Ein Arbeitskreis, an dem neben dem Rechtsdezernenten Thomas Huyeng Politiker aller Ratsfraktionen teilgenommen hatten, hatte sich erstmals Ende Januar mit dem Thema Zinswetten beschäftigt. Gestern tagten die Experten aus Verwaltung und Politik erneut.

Ergebnis: Die Stadtverwaltung soll den Münchner Juristen einschalten. Weck soll eine Erstbeurteilung abgeben. Auf dieser Basis soll dann der Rat der Stadt entscheiden, ob und welche weiteren Schritte Sinn machen.

Hagener Fall studiert

Der hatte sich – auch ohne Mandat – zuletzt im Zusammenhang mit einem anderen Zinswetten-Prozess auch mit dem Fall Hagen beschäftigt, der bundesweit für Aufsehen gesorgt hatte. Hatte die Stadt sich doch auf Anraten ihrer damaligen Rechtsanwälte außergerichtlich mit der Bank geeinigt und damit den Verlust aus den Derivatgeschäften auf rekordverdächtige 39 Millionen Euro manifestiert.

Möglicherweise habe es auch im Prozess der Stadt Hagen vor dem Landgericht in Wuppertal im Jahr 2008 unzulässige Absprachen unter den Zeugen der Deutschen Bank gegeben, hatte er gegenüber unserer Zeitung erklärt. In dem Prozess habe es Auffälligkeiten gegeben, die dem Verhalten der Deutschen Bank im Kirch-Prozess ähnelten.

Gleich drei Mitarbeiter des Kreditinstituts hatten in ihren Aussagen den von vornherein negativen Marktwert der angebotenen Produkte in Abrede gestellt. Das ging aus den Protokollen hervor, die Weck seinerzeit studiert hatte. Seiner Einschätzung nach handelt es sich um „zielgerichtete Falschaussagen nach Absprache“. „Damit könnte möglicherweise auch hier der Vorwurf des Prozessbetrugs erhoben werden“, so Weck seinerzeit. Denn: Weder ein Rechtsanwalt noch eine betroffene Partei dürfen Einfluss darauf nehmen, was Zeugen vor Gericht aussagen.

Negativer Marktwert ist unumstritten

Der negative Marktwert der Zinswetten, die Unternehmen und Kommunen bundesweit Millionen-Verluste bescherten, ist unumstritten. „Deswegen“, so Weck, „hat der Bundesgerichtshof höchstrichterlich festgestellt, dass darüber aufzuklären ist.“ Den Mitarbeitern der Bank, die die Wetten konstruiert und verkauft haben, müsse dieser Marktwert bekannt gewesen sein.

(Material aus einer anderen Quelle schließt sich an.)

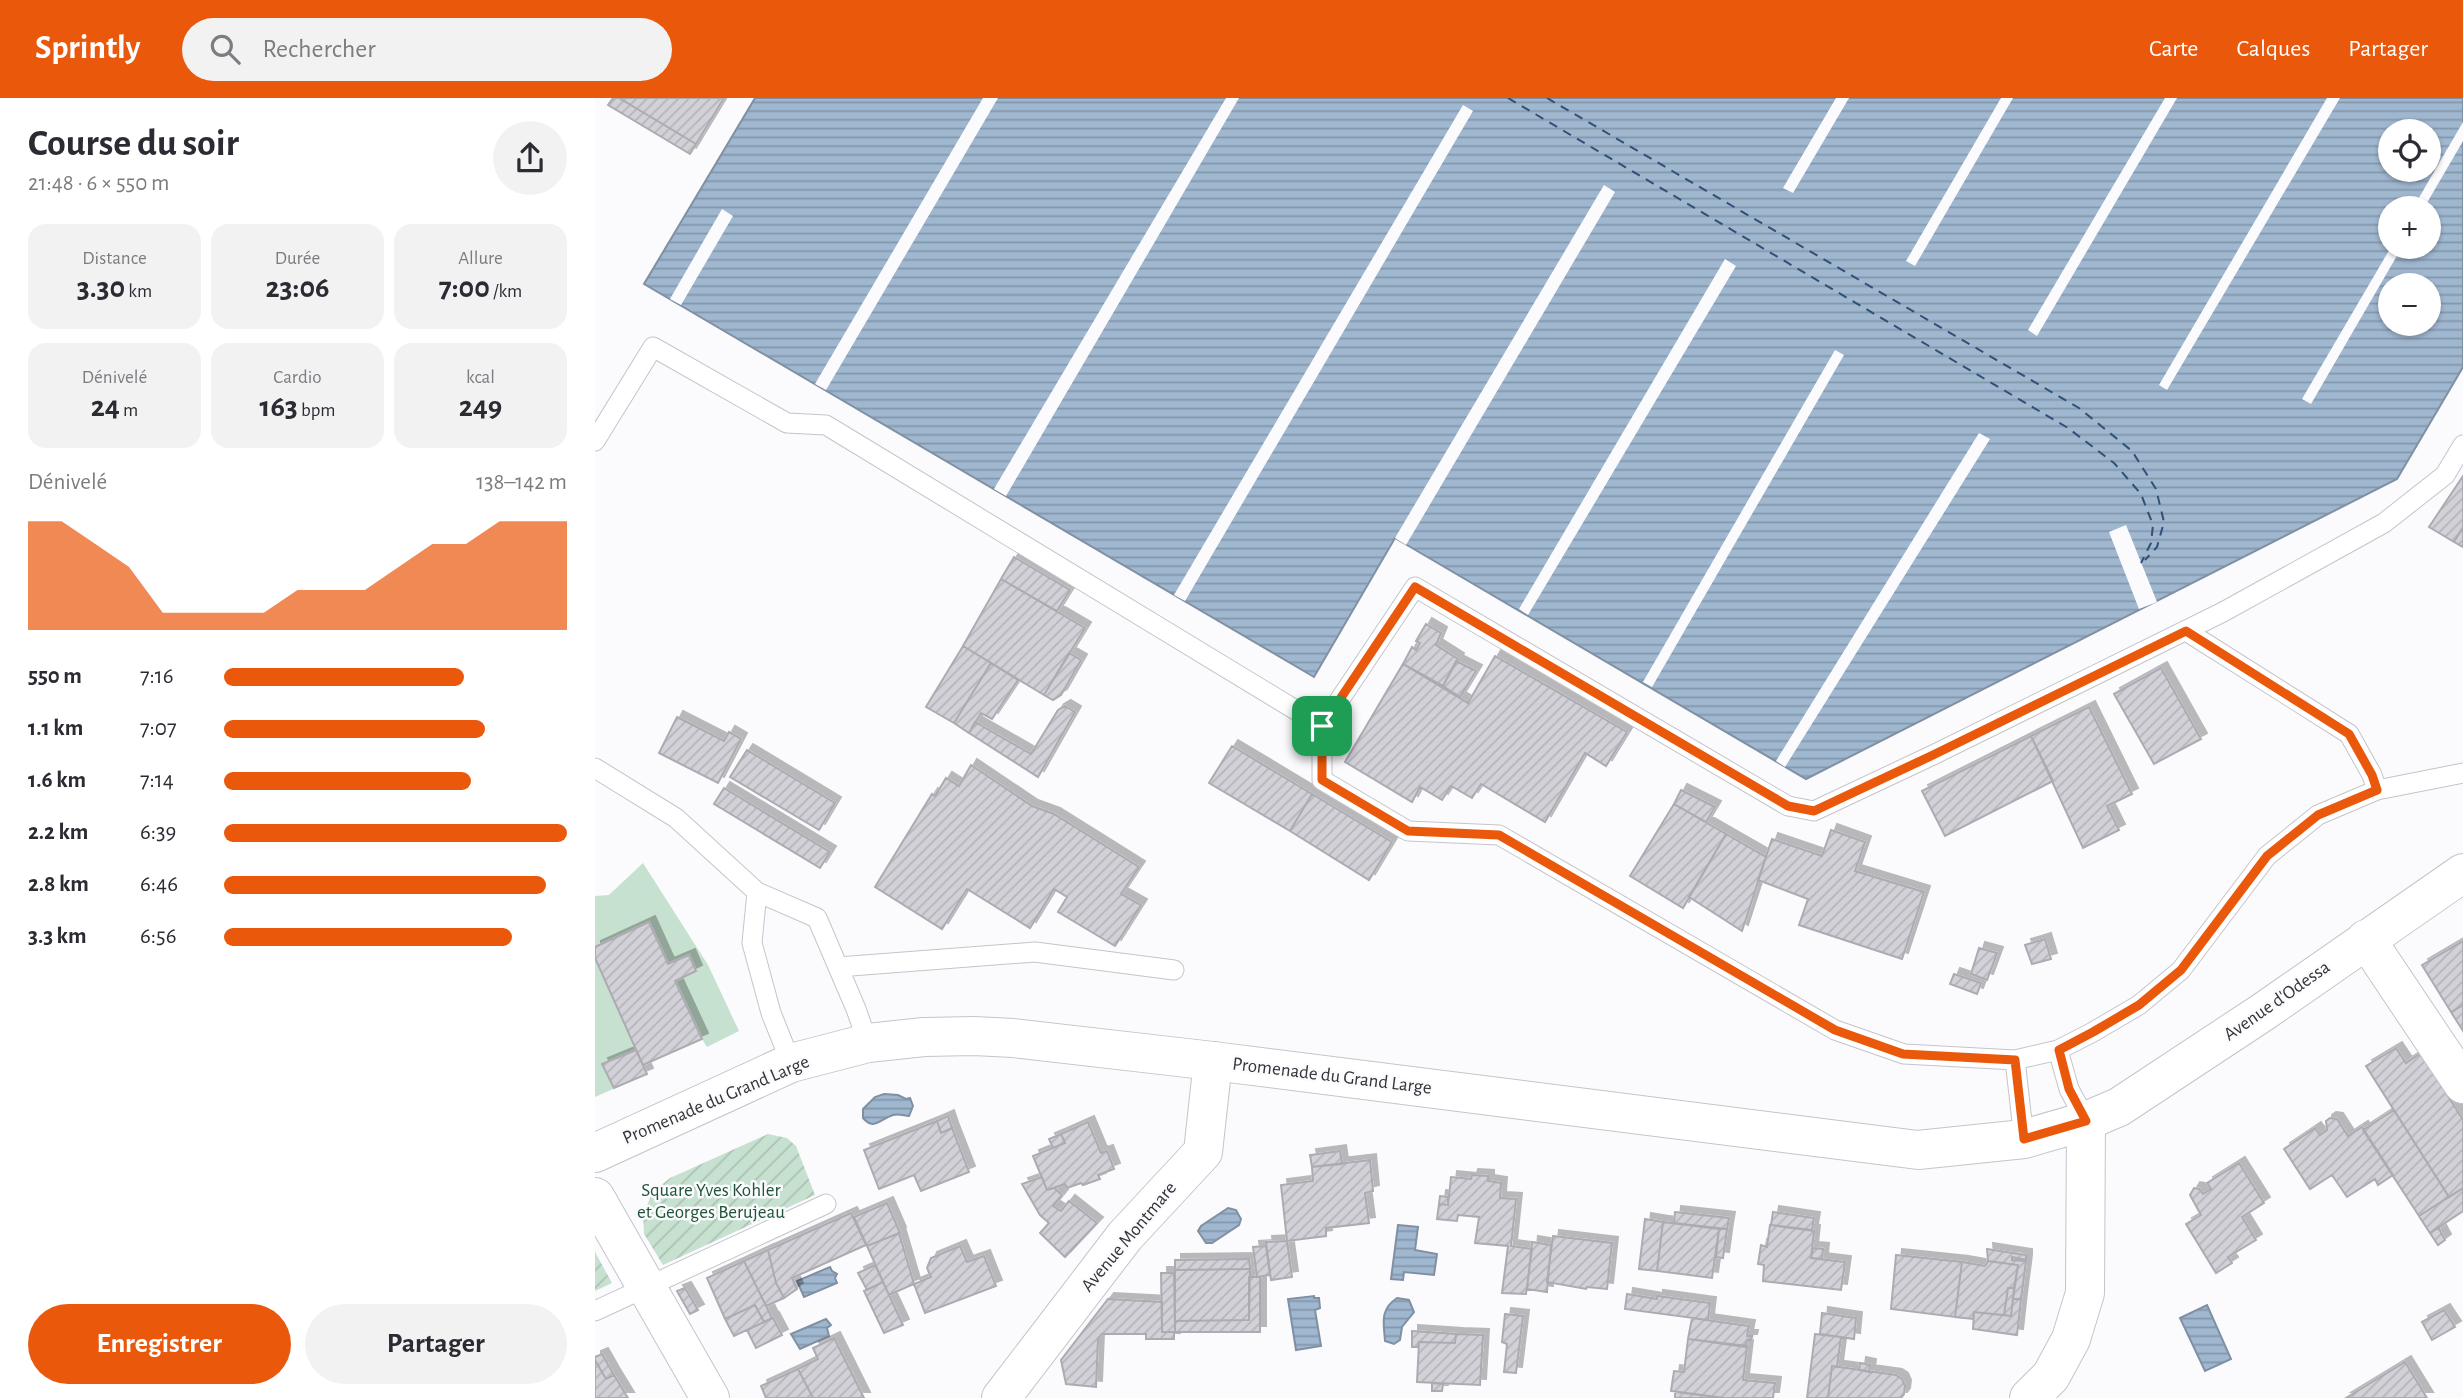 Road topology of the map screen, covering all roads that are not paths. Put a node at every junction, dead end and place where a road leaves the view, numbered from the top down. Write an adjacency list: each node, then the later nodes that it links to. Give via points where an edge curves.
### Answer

Ob das am Ende der Hebel ist, den der Jurist zieht oder ob sich nach Sichtung der Akten noch andere Ansätze ergeben, ist offen. Die Stadt jedoch ist gut vier Jahre nach der außergerichtlichen Einigung bereit, nach dem von Oberbürgermeister Dehm viel beschworenen letzten Strohhalm zu greifen.